## [Stored data entries]
────────

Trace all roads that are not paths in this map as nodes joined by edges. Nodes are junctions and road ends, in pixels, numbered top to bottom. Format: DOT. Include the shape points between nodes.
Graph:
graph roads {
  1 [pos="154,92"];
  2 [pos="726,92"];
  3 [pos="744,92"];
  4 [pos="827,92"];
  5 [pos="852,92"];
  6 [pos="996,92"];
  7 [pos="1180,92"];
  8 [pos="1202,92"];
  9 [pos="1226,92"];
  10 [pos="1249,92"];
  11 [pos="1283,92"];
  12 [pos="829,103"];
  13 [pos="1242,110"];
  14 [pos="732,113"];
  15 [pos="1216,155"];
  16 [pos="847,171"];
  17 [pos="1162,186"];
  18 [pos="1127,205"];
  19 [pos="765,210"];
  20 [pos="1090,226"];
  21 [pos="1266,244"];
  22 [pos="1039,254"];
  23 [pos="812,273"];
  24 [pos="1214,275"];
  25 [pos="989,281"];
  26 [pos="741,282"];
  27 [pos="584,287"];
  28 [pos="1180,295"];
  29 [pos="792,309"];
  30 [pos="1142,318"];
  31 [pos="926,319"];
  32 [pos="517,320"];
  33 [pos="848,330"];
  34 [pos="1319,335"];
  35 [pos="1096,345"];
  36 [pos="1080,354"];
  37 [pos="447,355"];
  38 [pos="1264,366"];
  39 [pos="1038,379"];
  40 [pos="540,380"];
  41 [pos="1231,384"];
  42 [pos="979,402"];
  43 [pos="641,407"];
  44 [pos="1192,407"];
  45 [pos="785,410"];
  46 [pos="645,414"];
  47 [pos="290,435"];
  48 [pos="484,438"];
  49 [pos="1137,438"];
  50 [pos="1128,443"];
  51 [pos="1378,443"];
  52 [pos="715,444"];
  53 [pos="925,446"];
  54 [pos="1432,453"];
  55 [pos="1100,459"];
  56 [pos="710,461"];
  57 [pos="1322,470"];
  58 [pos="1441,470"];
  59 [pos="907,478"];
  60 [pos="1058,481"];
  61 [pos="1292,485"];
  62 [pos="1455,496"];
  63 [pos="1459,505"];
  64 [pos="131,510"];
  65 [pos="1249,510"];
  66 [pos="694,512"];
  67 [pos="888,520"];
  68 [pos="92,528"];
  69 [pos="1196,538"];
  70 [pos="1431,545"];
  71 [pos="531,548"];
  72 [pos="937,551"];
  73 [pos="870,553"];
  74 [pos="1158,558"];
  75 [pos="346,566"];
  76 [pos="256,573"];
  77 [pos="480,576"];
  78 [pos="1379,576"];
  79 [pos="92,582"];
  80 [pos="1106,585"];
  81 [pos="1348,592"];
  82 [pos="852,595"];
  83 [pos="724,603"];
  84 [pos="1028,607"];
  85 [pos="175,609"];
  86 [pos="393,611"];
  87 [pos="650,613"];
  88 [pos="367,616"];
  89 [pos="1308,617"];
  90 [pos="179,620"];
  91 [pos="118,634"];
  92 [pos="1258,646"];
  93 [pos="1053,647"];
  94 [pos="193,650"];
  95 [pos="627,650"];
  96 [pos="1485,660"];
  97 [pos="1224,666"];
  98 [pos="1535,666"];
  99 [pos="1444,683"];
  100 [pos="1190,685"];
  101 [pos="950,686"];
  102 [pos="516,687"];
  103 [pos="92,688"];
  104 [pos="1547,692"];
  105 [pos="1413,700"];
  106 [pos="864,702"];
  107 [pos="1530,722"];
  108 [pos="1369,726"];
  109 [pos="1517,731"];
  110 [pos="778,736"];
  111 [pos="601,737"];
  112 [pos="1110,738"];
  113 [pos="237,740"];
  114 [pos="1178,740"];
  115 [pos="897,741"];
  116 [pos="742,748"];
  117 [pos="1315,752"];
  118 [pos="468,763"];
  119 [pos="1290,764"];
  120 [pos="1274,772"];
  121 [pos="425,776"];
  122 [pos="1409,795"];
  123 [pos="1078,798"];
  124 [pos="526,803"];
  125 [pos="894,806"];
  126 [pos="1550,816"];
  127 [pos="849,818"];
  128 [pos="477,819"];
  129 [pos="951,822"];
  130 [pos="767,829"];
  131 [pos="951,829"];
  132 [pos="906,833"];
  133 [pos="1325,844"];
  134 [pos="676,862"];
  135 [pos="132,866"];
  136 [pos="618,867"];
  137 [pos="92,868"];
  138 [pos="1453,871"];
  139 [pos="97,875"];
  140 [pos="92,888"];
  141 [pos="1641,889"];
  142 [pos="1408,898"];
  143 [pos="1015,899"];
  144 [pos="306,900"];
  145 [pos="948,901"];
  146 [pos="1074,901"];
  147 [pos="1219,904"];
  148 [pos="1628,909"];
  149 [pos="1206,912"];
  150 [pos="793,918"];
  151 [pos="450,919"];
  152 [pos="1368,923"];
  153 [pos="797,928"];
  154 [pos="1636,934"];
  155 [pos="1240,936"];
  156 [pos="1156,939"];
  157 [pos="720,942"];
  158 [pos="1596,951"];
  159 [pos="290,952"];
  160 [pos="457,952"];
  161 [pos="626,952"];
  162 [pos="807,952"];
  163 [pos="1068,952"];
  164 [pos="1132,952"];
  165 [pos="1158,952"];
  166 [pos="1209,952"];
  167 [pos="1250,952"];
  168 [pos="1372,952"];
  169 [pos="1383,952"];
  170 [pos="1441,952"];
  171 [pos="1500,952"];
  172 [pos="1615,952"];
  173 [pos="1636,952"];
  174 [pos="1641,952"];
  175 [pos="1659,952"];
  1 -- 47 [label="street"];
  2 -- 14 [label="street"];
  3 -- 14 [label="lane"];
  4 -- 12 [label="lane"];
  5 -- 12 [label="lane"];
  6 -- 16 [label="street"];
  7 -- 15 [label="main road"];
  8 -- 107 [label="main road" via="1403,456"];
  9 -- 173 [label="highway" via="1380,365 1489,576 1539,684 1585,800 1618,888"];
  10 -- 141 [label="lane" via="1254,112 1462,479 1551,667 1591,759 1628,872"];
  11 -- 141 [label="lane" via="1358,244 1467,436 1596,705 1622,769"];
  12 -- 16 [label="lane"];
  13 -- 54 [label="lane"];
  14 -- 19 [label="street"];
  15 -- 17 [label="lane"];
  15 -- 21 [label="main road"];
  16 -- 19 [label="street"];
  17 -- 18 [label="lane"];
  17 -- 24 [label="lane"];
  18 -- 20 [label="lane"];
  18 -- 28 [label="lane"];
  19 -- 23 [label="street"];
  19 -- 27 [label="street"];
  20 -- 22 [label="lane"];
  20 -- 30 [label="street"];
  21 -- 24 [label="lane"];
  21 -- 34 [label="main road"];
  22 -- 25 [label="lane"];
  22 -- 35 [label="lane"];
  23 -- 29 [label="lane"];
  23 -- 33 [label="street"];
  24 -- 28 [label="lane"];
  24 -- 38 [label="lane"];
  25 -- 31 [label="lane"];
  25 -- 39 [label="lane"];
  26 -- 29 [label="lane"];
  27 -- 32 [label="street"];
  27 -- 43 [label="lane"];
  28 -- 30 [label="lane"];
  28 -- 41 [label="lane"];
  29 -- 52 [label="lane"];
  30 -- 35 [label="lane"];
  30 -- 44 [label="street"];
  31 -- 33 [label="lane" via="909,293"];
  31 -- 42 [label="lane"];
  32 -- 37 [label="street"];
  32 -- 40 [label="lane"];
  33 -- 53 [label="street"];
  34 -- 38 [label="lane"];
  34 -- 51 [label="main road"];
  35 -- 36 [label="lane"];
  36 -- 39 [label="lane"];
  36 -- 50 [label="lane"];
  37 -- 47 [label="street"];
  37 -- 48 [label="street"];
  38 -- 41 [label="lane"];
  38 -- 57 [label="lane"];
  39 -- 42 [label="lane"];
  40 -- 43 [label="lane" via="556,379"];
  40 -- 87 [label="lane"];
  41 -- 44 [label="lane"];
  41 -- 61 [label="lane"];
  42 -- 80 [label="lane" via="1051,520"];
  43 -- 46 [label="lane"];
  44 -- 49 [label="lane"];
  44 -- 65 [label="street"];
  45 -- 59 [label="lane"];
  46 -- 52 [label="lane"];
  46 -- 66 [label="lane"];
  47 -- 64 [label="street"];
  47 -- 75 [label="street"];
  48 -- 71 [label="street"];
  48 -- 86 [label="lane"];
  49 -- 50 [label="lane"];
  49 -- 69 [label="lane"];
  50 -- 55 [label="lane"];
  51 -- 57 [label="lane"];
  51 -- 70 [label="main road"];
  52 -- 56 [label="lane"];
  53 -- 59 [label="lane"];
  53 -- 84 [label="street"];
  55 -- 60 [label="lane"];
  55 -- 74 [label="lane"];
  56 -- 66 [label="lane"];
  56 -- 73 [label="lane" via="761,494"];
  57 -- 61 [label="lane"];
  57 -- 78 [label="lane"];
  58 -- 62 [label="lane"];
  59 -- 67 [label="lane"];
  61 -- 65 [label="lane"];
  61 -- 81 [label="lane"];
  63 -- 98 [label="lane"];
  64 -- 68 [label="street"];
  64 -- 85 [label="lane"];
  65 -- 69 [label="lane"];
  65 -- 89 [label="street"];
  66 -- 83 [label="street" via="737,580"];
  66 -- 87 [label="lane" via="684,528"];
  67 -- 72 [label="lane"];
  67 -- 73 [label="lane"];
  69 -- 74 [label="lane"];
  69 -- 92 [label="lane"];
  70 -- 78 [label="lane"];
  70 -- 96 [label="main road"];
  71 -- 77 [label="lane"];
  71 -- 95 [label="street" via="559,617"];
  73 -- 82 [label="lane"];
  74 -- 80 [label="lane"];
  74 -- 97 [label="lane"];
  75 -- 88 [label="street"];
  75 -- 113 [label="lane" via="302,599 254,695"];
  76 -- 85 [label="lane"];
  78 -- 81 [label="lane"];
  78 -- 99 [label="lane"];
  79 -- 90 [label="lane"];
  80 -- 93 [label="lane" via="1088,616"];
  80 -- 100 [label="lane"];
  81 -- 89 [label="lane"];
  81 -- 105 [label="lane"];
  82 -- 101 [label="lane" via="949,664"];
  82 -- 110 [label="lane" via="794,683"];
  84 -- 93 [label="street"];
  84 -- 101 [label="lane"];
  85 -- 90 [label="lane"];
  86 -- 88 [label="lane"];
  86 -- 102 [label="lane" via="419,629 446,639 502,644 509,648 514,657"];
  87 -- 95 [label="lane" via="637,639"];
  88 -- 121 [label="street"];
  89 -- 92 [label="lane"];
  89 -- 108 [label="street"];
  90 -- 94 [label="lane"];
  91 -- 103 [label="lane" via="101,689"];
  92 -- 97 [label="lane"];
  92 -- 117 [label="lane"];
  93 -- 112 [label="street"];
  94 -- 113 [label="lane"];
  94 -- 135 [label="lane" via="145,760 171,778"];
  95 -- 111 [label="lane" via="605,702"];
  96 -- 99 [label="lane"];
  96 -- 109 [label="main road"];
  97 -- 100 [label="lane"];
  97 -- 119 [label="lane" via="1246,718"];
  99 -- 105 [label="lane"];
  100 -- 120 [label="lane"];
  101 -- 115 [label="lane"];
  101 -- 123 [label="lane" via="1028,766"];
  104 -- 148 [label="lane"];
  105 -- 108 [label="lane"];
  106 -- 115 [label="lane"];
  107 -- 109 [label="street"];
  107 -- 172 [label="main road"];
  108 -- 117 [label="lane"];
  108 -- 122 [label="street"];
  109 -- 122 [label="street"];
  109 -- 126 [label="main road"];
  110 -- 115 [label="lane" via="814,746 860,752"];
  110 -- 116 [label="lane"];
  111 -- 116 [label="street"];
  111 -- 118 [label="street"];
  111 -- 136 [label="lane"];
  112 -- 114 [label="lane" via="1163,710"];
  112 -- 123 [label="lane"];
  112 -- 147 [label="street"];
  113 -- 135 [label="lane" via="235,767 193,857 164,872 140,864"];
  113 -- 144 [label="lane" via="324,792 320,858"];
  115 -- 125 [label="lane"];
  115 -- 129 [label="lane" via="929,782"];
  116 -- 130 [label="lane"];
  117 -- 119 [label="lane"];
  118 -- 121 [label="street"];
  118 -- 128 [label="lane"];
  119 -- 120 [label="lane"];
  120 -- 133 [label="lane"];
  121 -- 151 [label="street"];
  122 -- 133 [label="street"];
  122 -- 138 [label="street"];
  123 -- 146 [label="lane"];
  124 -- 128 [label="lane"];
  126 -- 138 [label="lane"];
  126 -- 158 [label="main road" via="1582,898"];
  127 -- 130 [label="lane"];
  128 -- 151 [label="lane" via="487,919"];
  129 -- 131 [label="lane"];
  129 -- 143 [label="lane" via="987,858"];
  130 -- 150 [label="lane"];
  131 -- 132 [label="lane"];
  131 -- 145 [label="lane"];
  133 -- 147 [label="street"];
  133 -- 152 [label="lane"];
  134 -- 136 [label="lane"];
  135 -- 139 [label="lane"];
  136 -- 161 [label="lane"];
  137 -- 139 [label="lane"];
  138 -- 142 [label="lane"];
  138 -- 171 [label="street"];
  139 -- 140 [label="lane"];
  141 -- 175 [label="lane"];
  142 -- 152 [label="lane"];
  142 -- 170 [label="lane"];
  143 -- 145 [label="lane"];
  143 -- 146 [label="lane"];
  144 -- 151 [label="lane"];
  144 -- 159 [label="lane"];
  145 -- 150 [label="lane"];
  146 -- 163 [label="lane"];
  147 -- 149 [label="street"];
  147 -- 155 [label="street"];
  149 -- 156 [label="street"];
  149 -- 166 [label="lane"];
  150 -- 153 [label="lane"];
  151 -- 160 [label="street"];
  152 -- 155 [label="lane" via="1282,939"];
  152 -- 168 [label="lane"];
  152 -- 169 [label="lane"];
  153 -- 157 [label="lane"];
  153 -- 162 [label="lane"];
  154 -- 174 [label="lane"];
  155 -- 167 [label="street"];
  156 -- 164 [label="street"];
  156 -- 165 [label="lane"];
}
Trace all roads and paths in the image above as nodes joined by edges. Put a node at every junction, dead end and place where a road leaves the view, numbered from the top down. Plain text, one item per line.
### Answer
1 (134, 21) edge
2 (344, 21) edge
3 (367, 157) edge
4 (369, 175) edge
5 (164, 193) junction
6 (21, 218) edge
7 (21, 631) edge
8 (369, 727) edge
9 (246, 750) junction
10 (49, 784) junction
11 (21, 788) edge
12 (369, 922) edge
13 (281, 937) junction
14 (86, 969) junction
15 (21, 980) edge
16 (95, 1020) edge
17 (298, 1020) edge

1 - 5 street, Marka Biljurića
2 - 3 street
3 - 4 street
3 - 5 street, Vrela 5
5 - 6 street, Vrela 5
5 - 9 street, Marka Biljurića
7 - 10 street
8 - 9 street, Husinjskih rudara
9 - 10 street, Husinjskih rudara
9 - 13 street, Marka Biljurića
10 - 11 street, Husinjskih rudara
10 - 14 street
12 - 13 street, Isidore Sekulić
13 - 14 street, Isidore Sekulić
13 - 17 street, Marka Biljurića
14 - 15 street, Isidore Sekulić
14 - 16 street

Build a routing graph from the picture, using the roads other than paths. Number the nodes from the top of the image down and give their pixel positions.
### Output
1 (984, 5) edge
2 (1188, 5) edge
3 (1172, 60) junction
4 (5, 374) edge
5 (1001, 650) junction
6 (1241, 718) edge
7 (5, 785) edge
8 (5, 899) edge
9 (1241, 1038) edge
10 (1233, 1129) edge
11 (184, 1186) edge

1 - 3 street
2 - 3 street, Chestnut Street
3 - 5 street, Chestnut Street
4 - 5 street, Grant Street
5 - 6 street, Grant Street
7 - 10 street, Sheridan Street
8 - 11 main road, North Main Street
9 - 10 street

────────

## [ACTION ITEM]
Produce an exact copy of the lines from the one containing "Build a routing" through the final line of the data, both ends included, and only those.

## [COMPLETED EXERCISE]
Build a routing graph from the picture, using the roads other than paths. Number the nodes from the top of the image down and give their pixel positions.
### Output
1 (984, 5) edge
2 (1188, 5) edge
3 (1172, 60) junction
4 (5, 374) edge
5 (1001, 650) junction
6 (1241, 718) edge
7 (5, 785) edge
8 (5, 899) edge
9 (1241, 1038) edge
10 (1233, 1129) edge
11 (184, 1186) edge

1 - 3 street
2 - 3 street, Chestnut Street
3 - 5 street, Chestnut Street
4 - 5 street, Grant Street
5 - 6 street, Grant Street
7 - 10 street, Sheridan Street
8 - 11 main road, North Main Street
9 - 10 street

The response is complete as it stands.